“I want to see you in the library about something in particular, as soon as you have got through here,” she said, with an air that was a little more commanding than necessary.
He smiled and bowed, but a slight frown settled on his handsome face as he looked after her. What track was she on now? “Do you know what the indictment is, Louis?” he asked presently, having lighted a cigar, turned his side to the table, on which he leaned, and placed his feet in the chair Annette had occupied. “Milady looked as though the jury had found a bill.”
Louis Ferrier, whom we need not occupy our time in describing, didn’t know what the row was, really; couldn’t tell; never troubled himself about ma’s affairs.
Lawrence smoked away vigorously, two or three lines coming between his smoothly-curved eyebrows; and, as the cigar diminished, his irritation increased. Presently he threw the cigar-end impatiently through an open window near, and brought his feet to the floor with an emphasis that made his companion stare.
“If there is anything I hate,” he cried out, “it is being called away into a corner to hear something particular. I always know it means something disagreeable. If you want to set me wild, just step up to me mysteriously, and say that you wish to speak to me about something particular. Women are always doing such things. Men never do, unless they are policemen.”
Young Mr. Ferrier sat opposite the speaker, lolling on the table with his elbows widespread, and a glass of wine between them, from which he could drink without raising it, merely tipping the brim to his pale little moustache. He took a sip before answering, and, still retaining his graceful position, rolled up a pair of very light-blue eyes as he said, in a lisping voice that was insufferably supercilious: “Ma never does, unless it’s something about money. You may be pretty sure it’s something about money.”

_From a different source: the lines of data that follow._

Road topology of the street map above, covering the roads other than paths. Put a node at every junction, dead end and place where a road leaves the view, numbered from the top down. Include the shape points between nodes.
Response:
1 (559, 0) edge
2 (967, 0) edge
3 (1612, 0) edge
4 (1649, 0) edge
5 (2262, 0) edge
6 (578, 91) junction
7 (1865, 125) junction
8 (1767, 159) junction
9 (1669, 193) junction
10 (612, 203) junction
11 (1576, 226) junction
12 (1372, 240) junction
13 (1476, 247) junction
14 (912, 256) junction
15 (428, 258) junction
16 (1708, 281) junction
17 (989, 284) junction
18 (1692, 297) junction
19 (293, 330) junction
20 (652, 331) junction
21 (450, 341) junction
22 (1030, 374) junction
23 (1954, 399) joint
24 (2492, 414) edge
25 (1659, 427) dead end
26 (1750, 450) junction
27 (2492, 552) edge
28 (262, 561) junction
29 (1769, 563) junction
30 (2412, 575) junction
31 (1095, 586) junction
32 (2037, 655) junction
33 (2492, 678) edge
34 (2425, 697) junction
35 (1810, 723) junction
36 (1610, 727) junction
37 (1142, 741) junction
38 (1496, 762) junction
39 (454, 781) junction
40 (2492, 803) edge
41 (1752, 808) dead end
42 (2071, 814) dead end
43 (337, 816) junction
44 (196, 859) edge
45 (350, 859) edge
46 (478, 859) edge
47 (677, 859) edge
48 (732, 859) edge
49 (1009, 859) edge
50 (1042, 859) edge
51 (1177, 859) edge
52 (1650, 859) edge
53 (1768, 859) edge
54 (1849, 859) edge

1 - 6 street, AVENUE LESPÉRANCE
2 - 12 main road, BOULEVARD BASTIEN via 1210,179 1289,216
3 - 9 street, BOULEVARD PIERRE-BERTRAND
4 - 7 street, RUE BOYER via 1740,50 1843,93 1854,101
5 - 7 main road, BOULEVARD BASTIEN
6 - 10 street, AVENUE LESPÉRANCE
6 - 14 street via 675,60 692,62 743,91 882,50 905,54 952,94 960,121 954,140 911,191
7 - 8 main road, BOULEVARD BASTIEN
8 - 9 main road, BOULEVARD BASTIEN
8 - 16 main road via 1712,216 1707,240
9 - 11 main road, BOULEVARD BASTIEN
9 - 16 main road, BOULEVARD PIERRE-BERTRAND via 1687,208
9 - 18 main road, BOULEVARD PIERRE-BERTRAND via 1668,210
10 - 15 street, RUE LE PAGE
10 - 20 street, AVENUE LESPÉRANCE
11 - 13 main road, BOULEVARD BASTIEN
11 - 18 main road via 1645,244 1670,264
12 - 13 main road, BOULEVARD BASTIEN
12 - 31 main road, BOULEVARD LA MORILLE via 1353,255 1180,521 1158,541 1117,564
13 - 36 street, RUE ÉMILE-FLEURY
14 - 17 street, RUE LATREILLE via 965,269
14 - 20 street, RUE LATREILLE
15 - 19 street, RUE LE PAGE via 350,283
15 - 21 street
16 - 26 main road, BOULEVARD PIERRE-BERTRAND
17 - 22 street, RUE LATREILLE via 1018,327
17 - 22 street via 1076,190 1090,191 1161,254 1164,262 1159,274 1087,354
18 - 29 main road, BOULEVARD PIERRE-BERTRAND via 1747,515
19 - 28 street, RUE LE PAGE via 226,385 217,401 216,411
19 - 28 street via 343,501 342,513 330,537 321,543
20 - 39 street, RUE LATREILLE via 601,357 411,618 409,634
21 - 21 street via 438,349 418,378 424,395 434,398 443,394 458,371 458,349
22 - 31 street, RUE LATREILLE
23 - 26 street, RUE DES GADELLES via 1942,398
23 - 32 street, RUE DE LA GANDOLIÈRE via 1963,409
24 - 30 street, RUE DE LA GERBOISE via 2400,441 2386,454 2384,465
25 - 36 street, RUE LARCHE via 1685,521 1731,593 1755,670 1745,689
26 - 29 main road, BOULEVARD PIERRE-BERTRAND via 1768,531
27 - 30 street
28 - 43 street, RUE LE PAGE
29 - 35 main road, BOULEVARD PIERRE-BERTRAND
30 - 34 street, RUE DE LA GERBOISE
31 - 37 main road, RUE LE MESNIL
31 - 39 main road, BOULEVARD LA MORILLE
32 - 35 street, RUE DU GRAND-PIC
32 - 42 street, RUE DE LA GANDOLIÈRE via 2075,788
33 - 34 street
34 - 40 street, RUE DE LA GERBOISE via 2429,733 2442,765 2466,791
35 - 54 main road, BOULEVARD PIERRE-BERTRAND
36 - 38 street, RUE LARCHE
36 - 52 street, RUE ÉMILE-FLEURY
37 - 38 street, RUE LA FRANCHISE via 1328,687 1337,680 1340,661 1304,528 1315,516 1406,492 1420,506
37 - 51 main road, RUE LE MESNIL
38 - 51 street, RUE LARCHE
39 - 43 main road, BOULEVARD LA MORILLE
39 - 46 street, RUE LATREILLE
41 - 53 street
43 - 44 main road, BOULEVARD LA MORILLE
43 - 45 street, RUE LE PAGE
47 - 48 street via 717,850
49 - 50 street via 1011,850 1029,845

The clear, pale profile opposite him suddenly turned a deep pink, and Lawrence looked round at him with a sharp glance, before which his fell. The little drawling speech had been delivered with more of a drawl than that habitual to Mr. Ferrier, perhaps, and it seemed that there was a slight emphasis which might be regarded as significant. Gerald had not taken any great pains to conciliate his prospective brother-in-law, and Louis liked to remind him occasionally that the advantages were not all on one side.
Lawrence rose carelessly from the table, and filliped a crumb of bread off his vest. “I say, Louis,” he remarked, “do you know you have rather a peculiar way of putting your head down to your food, instead of raising your food to your mouth? Reminds one of—well, now, it’s a little like the quadrupeds, isn’t it? Excuse me, that may be taken as a compliment. I’m not sure but quadrupeds have, on the whole, rather better manners than bipeds. Grace isn’t everything. Money is the chief thing, after all. You can gild such wooden things with it. I’m going to talk about it with your mother. Good-by! Don’t take too much wine.”
He sauntered out of the room, and shut the door behind him. “Vulgar place!” he muttered, going through the entries. “Worsted rainbows everywhere. I wonder Annette did not know better.” A contrasting picture floated up before his mind of a cool, darkened chamber, all pure white and celestial blue, with two little golden flames burning in a shady nook before a marble saint, and one slender sun-ray stretched athwart, as though the place had been let down from heaven, and the golden rope still held it moored to that peaceful shore. The contrast gave him a stifled feeling.
As he passed the drawing-room door, he saw Annette seated near it, evidently on the watch for him. She started up and ran to the door the moment he appeared. Her face had been very pale, but now the color fluttered in it. She looked at him with anxious entreaty.